Oh my, this book was really something. My impression of the writing is that Anderson can put together solid sentences and decent paragraphs, but she can’t organize very well. At least, she couldn’t in 1981. She goes back and forth with time disjointedly and contradicts herself in this book too many times.
The idea behind this book, according to the introduction, is to apply psychoanalysis to historical figures. This is bad because 1-she’s not a trained psychologist, 2-psychoanalysis does not stand up well to scientific rigor, and 3-you can’t effectively psychoanalyze someone you’ve never met. Yet Anderson blazes ahead with confidence. What’s good about this approach is the humanizing aspect of recognizing that personal relationships and emotional dynamics beyond the political are important factors in the behaviors of historical figures.

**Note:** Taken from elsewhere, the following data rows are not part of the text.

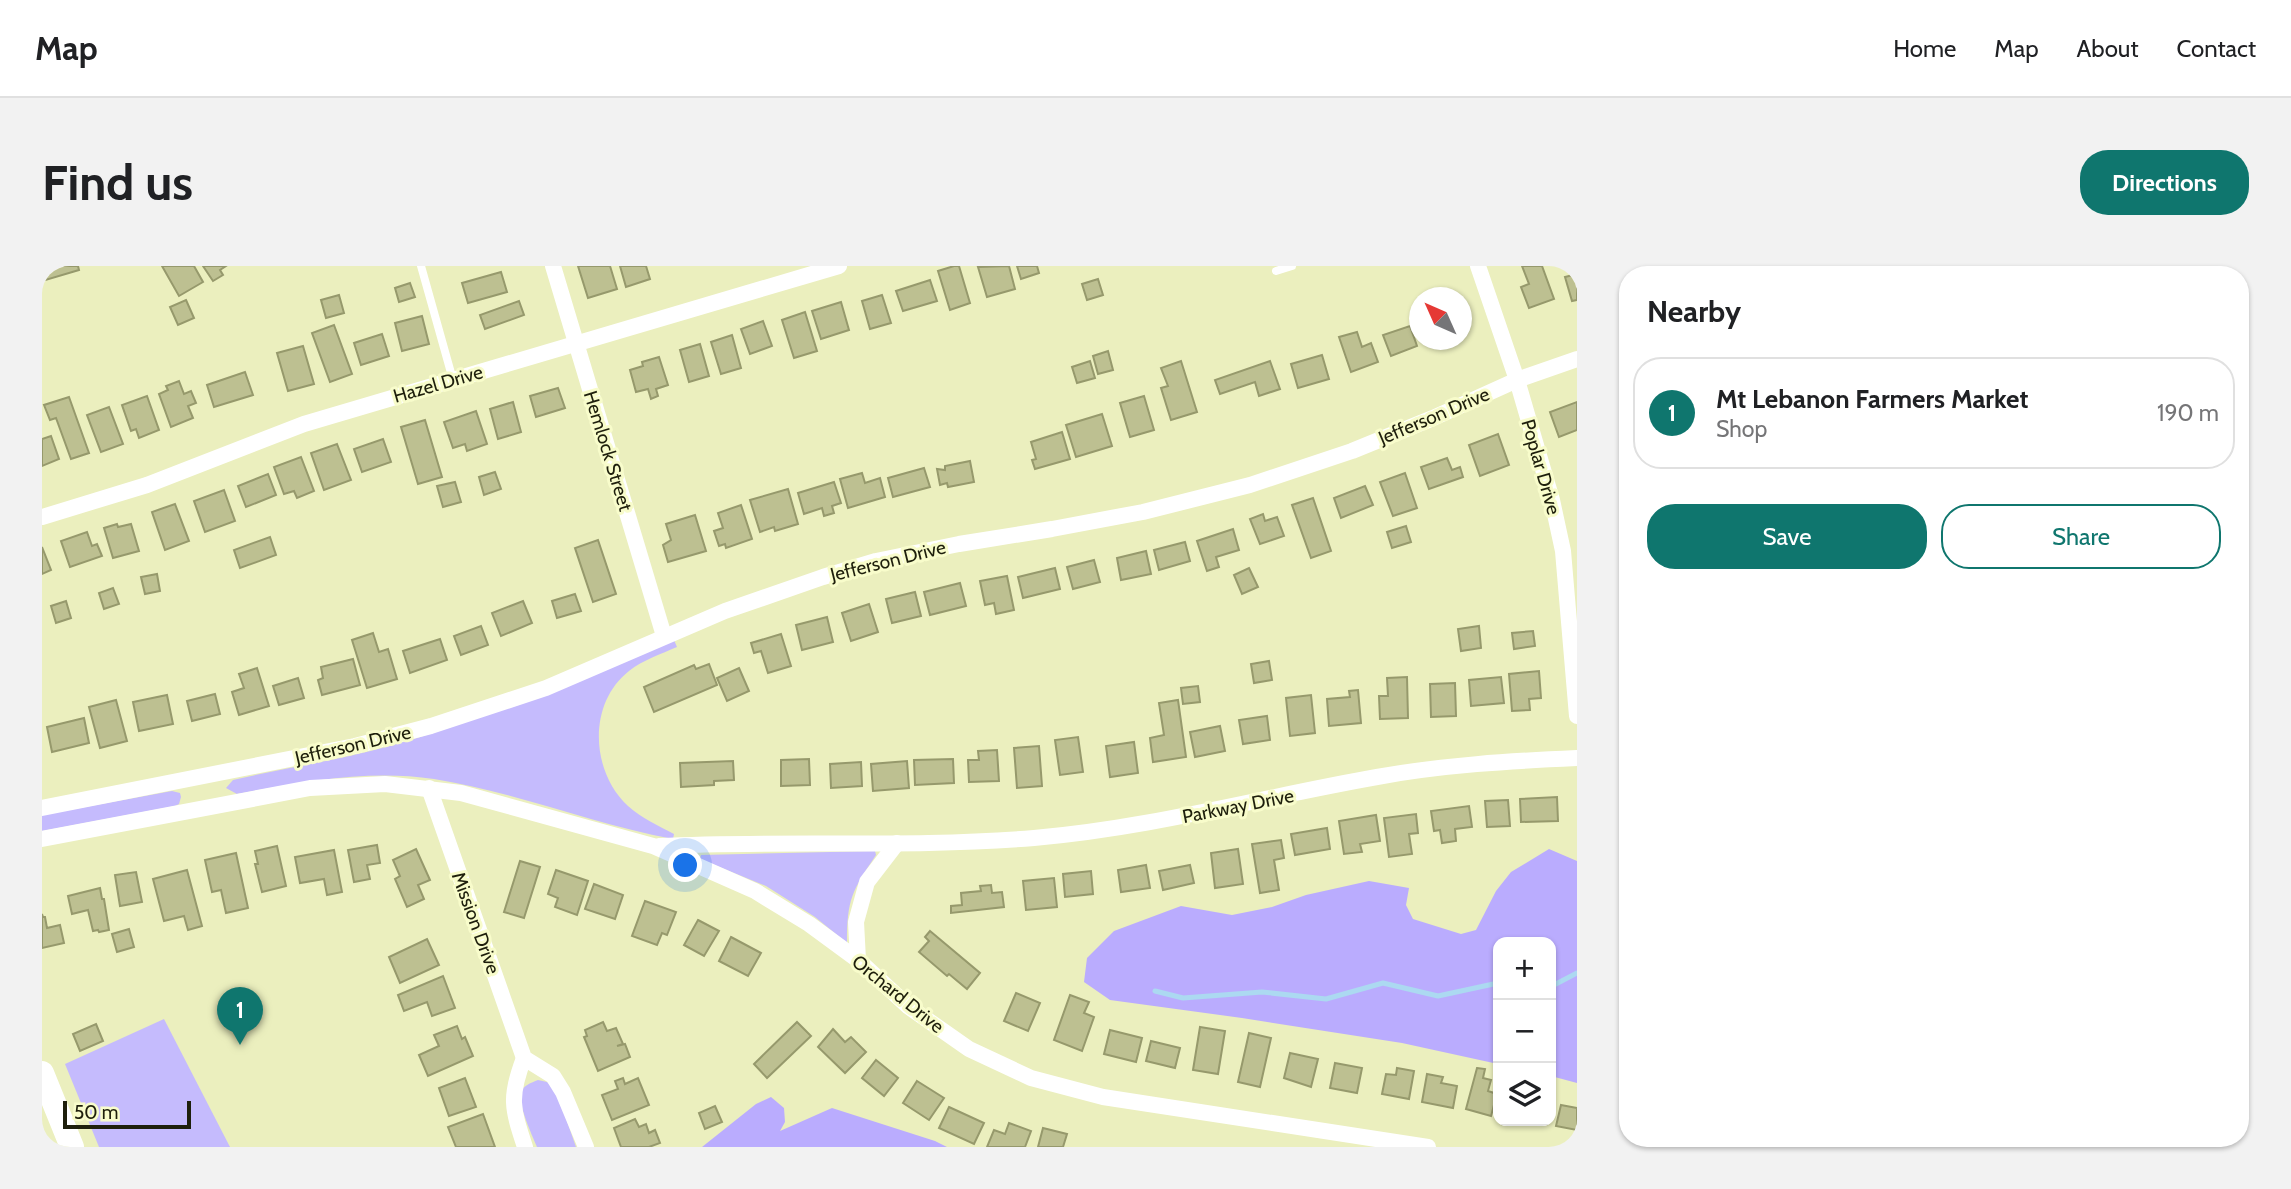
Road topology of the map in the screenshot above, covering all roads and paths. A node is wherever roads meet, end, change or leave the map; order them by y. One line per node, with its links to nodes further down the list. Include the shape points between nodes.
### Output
1 (421, 266): 9 (lane)
2 (553, 266): 7 (street, Hemlock Street)
3 (839, 266): 7 (street, Hazel Drive)
4 (1292, 266): 6 (lane)
5 (1478, 266): 10 (street, Poplar Drive)
6 (1276, 271)
7 (576, 344): 9 (street, Hazel Drive); 12 (street, Hemlock Street)
8 (1577, 359): 10 (street, Jefferson Drive)
9 (453, 380): 11 (street, Hazel Drive, via 304,424 146,485)
10 (1517, 380): 12 (street, Jefferson Drive, via 1352,451 1250,485 1143,512 876,561 767,595); 13 (street, Poplar Drive, via 1563,551)
11 (42, 517)
12 (664, 636): 15 (street, Jefferson Drive, via 546,688 431,726 355,747)
13 (1577, 716)
14 (1577, 758): 20 (street, Parkway Drive, via 1478,763 1377,777 1158,822 1034,838)
15 (202, 777): 17 (street); 18 (street, Jefferson Drive)
16 (429, 788): 17 (street, Jefferson Drive, via 333,786); 21 (street, Orchard Drive); 23 (street, Mission Drive)
17 (208, 807): 19 (street, Jefferson Drive)
18 (42, 808)
19 (42, 839)
20 (897, 843): 21 (street, Parkway Drive); 22 (street, via 867,882 856,922)
21 (653, 846): 22 (street, Orchard Drive, via 755,891)
22 (858, 960): 28 (street, Orchard Drive, via 909,1007 969,1049 1031,1078 1103,1097)
23 (524, 1058): 26 (street, via 514,1083 513,1113); 27 (street, via 553,1076)
24 (42, 1073): 25 (main road)
25 (72, 1147)
26 (525, 1147)
27 (586, 1147)
28 (1429, 1147)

Anderson will chug along giving respectable information and drawing fairly reasonable (if over-confident) conclusions about Taft’s inner life, and then she’ll spoil it with ridiculous Freudian generalities, such as: “obese men…find it difficult to express negative or angry feelings…” or “an overweight child, medical experts generally agree, is very often the subject of strong domination, particularly by a mother who holds her child in close emotional bondage” and other such sweeping and baseless pronouncements.
Overall, not a worthless history book, but so dated and could have been organized better.